You are here
About the Journal
Diacritics, a review of contemporary criticism, was founded in 1971 by the Department of Romance Studies, under the editorship of David I. Grossvogel. Published by Johns Hopkins University Press since 1977, the journal maintains editorial offices in the Department of Romance Studies at Cornell. Members of its editorial board are Cornell faculty and graduate students who are nominated and elected by the board.

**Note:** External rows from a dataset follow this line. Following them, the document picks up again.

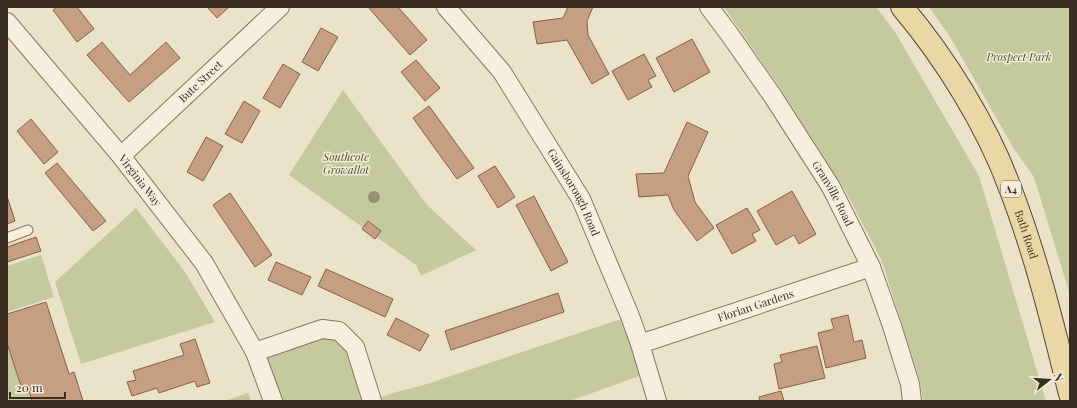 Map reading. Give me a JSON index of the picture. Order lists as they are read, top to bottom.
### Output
{
  "streets": {
    "main road": ["A4", "Bath Road"],
    "street": [
      "Bute Street",
      "Virginia Way",
      "Gainsborough Road",
      "Granville Road",
      "Florian Gardens"
    ]
  },
  "crossings": [
    ["Bute Street", "Virginia Way"],
    ["Gainsborough Road", "Florian Gardens"],
    ["Granville Road", "Florian Gardens"]
  ],
  "parks": ["Prospect Park", "Southcote Growallot"],
  "scale_bar": "20 m",
  "north": "right"
} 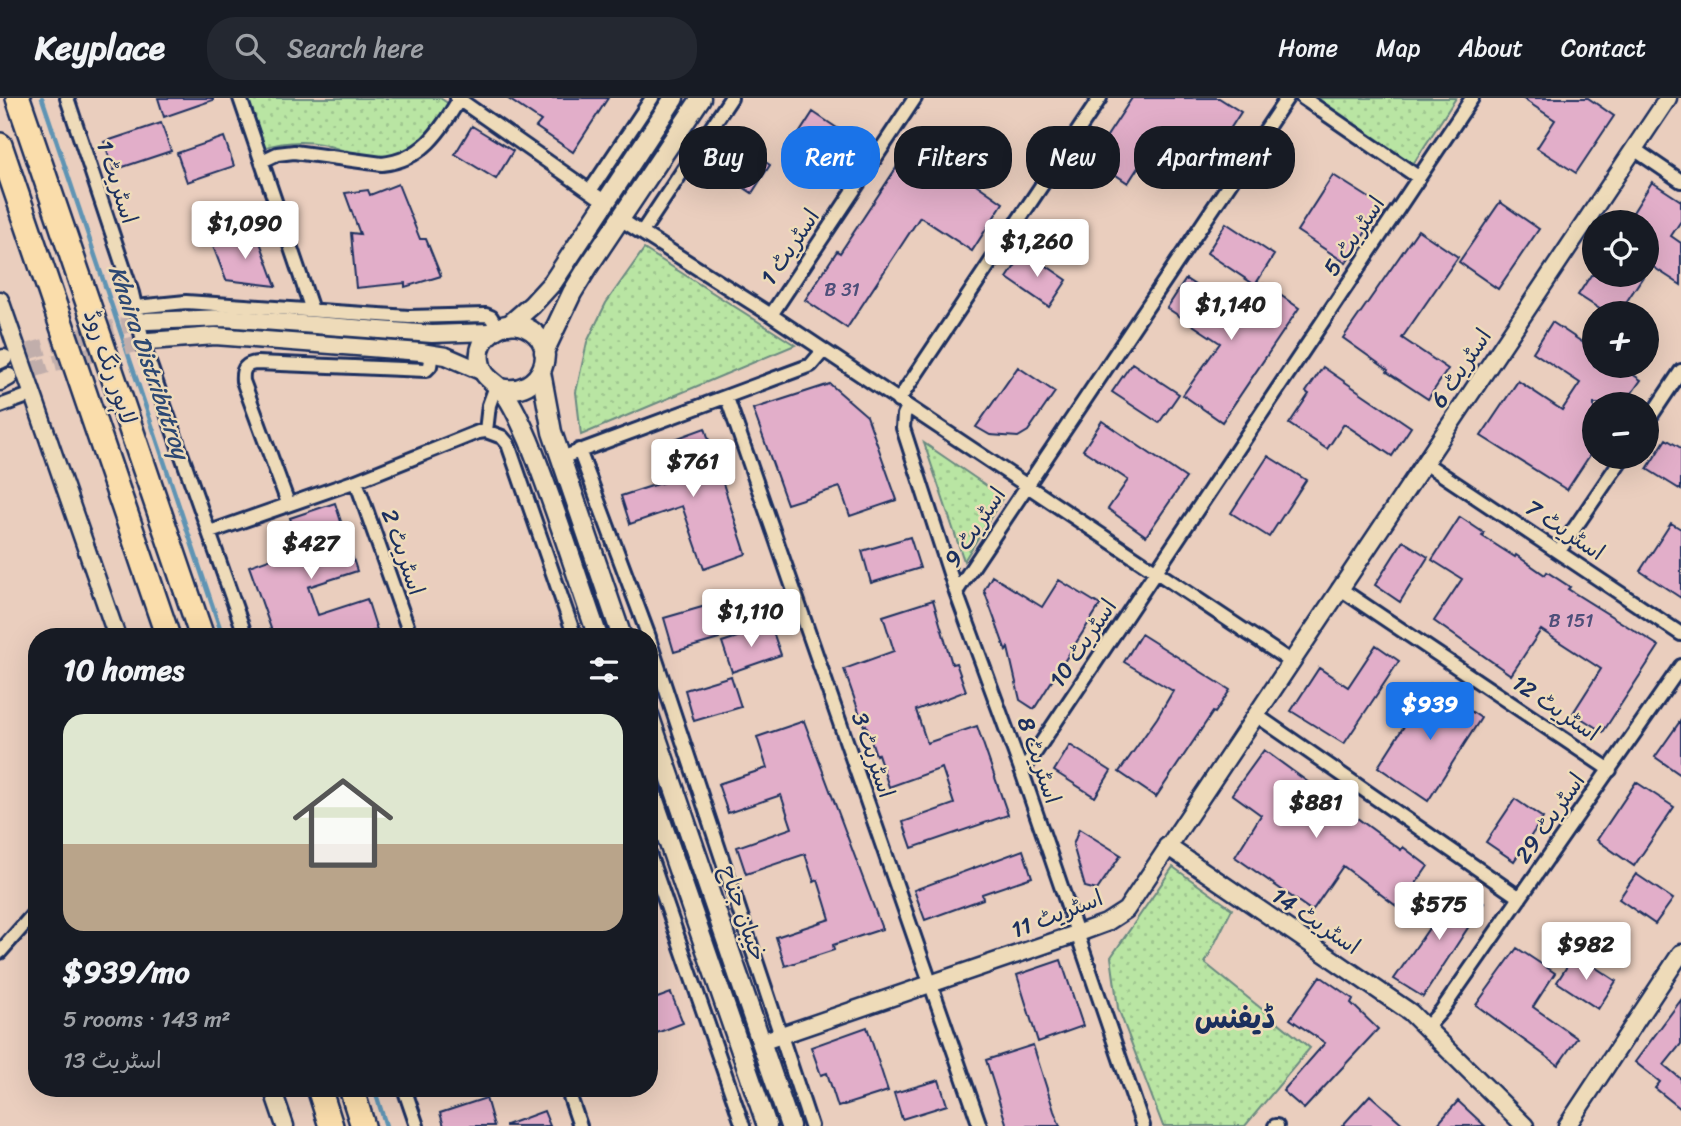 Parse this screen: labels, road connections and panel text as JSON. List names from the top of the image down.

Diacritics was one of the first academic journals to bring continental theory to the US. In the 1970s, it published translations of the work of Jacques Derrida, Michel Foucault, Hélène Cixous, Philippe Lacoue-Labarthe, Jean-Luc Nancy, and Umberto Eco, and articles by Paul de Man, Gayatri Spivak, Edward Said, Fredric Jameson, and Barbara Johnson. Historically its preferred mode has been the review article that analyzes in detail the theoretical arguments and assumptions of the most significant books in the humanities and social sciences. It periodically publishes special issues on topics or on thinkers of great current interest. In recent years, Diacritics has published important work in gender studies, cultural studies, queer theory, political theory, literary theory, and psychoanalysis, including articles by Judith Butler, Roberto Esposito, Louis Althusser, Etienne Balibar, Jacques Rancière, and Giorgio Agamben. The redesigned journal (beginning with volume 40) has won awards from the AAUP Book, Jacket, and Journal Show (2014) and the Council of Editors of Learned Journals (CELJ, 2014).
Diacritics maintains its role as one of the most distinguished academic journals of theory and criticism, as it continues to embrace a plurality of theoretical approaches and critical perspectives.